Fig. 6-(i): Mime-type distribution of files on the Web server www.uni-mannheim.de at RUM [1/96]

Fig. ?
Fig. 6-(ii): Mime-type distribution of files on the Web server www.uni-mannheim.de [5/97]

In Figures 6-(i) and (ii), the distributions on the main Web server are shown. In 1996, almost three quarters of the files were in HTML and the rest as image files, mostly in GIF. The data volume for the image files occupied half the volume. Other than HTML, GIF, and JPEG, there were only a few sound and compressed files. In 1997, the proportion of image files has increased due to the MATEO project. The number of files has doubled, while the data volume has increased by 10 times.

Student Server

Fig. ?
Fig. 7-(i): Mime-type distribution of files on the students' Web server RUM [1/96]

Fig. ?
Fig. 7-(ii): Mime-type distribution of files on the students' Web server at RUM [5/97]

Figure 7-(i) depicts the distribution on the students' server in 1996. The proportion of the number of image files to that of HTML files was higher on this server than on the main Web server, but that proportion in volume was slightly lower. It is assumed that many students probably used small inline images to make their homepages attractive. Files of other types were hardly used. Figure 7-(ii), depicting the distribution in 1997, clearly indicates that the Web fever has hit the university. The number of files has increased by 20 times and the data volume has increased by 10 times.

Other RUM Servers

Fig. ?
Fig. 8-(i): Mime-type distribution of files on the other Web servers at the Computing Center [1/96]

Fig. ?
Fig. 8-(ii): Mime-type distribution of files on the other Web servers at RUM [5/97]

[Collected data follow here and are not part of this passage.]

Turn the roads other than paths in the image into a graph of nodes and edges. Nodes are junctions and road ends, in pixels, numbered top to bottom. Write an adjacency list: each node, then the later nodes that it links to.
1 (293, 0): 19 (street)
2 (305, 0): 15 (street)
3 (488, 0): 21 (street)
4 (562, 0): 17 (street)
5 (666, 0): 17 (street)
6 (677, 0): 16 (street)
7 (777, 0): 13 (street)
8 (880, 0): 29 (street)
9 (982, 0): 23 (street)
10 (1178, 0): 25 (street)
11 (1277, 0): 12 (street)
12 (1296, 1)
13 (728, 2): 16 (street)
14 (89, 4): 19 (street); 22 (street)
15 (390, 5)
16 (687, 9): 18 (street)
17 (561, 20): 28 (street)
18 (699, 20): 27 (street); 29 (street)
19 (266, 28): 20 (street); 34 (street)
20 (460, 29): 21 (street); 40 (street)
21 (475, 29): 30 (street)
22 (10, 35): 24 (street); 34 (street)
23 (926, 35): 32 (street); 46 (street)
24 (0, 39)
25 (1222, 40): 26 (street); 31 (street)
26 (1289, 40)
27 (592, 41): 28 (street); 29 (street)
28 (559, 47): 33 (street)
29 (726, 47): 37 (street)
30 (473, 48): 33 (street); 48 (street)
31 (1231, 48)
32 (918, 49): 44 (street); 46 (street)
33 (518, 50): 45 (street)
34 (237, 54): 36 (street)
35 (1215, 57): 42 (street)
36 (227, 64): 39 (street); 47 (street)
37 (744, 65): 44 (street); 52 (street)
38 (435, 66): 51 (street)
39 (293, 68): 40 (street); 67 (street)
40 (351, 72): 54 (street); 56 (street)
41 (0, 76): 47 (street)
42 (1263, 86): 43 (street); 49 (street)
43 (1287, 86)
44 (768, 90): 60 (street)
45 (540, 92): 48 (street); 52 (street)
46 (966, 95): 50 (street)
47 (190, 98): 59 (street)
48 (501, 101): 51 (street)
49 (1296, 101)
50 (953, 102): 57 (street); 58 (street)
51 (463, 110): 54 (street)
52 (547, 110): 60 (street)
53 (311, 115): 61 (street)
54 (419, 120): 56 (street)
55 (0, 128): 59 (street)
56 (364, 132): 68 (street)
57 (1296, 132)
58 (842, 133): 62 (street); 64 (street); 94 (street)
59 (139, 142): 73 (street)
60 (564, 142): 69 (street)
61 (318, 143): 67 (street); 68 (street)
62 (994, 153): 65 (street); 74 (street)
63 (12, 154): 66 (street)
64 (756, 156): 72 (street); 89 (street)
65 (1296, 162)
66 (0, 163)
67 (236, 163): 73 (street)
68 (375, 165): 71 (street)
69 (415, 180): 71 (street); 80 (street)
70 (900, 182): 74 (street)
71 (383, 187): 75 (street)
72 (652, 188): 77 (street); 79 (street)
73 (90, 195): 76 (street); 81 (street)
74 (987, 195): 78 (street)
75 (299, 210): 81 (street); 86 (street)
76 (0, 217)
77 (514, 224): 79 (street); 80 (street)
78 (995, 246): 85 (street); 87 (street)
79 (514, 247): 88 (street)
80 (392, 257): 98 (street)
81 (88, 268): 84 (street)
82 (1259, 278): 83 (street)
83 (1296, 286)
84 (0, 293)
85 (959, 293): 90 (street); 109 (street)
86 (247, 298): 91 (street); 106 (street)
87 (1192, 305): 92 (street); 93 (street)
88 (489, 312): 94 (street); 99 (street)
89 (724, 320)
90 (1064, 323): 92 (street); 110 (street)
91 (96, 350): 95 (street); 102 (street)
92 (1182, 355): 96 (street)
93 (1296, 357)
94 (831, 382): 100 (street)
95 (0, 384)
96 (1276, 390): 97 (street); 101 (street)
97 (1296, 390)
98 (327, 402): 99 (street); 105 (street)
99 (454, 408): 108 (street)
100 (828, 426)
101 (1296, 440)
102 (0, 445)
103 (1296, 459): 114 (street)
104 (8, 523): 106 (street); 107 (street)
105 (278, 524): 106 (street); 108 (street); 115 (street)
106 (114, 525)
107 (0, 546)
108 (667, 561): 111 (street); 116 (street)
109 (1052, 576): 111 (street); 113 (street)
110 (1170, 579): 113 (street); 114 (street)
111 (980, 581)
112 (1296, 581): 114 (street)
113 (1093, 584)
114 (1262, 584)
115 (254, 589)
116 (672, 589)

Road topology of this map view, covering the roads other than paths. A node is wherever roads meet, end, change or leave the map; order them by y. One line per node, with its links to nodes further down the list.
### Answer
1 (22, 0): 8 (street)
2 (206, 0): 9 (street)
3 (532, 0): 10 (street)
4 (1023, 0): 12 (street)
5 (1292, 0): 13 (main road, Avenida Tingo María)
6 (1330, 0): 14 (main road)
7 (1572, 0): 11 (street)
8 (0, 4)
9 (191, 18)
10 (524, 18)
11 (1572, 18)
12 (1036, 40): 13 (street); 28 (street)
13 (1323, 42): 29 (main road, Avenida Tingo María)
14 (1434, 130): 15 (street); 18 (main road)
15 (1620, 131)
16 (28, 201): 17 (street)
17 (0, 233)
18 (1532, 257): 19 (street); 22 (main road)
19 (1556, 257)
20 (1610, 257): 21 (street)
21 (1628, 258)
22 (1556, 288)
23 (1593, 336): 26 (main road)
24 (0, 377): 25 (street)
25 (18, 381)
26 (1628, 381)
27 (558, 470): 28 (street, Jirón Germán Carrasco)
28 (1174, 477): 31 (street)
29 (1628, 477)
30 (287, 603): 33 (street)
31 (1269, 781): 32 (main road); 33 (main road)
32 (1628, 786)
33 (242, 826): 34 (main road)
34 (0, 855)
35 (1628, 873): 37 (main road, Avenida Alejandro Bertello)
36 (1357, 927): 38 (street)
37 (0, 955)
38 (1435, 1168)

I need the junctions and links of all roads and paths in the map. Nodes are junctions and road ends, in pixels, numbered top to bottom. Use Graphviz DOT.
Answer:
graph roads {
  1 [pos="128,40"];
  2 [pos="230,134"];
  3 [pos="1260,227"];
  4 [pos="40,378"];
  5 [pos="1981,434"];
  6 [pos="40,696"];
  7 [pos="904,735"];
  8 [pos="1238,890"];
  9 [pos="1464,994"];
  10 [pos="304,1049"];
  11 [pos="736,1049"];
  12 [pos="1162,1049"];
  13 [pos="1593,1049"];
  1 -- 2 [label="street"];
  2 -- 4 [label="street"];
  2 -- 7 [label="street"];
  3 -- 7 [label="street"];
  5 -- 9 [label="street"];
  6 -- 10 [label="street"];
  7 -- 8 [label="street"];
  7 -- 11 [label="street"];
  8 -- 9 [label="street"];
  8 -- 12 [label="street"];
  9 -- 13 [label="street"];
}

In Figures 8-(i) and (ii), the rest of Web servers at RUM were treated together. There were many postscript files that occupied almost three quarters in volume in 1996. At that time, many technical documents and manuals were archived as postscript at one of the servers, which contributed to the large percentage of postscript presence. In 1997, previously dominant postscript files were replaced by several proprietary document formats. There was also a significant increase in both the number of files and data volume.

Fig. ?
Fig. 8-(iii): Mime-type distribution of files on the FTP Web server at RUM [5/97]

A new entry to the RUM Web server family in 1997 was the main FTP server. Due to its extremely large size and skewed file type distribution, it is shown separately in Figure 8-(iii). A large number of programs for various platforms were made available through a Web server. This Web server provides a user interface that supports downloading multiple files as a single archive file.

Dept. Group A Servers

Fig. ?
Fig. 9-(i): Mime-type distribution of files on the Web servers for business, economics, social science departments [1/96]

Fig. ?
Fig. 9-(ii): Mime-type distribution of files on the Web servers for the business, economics, social science departments [5/97]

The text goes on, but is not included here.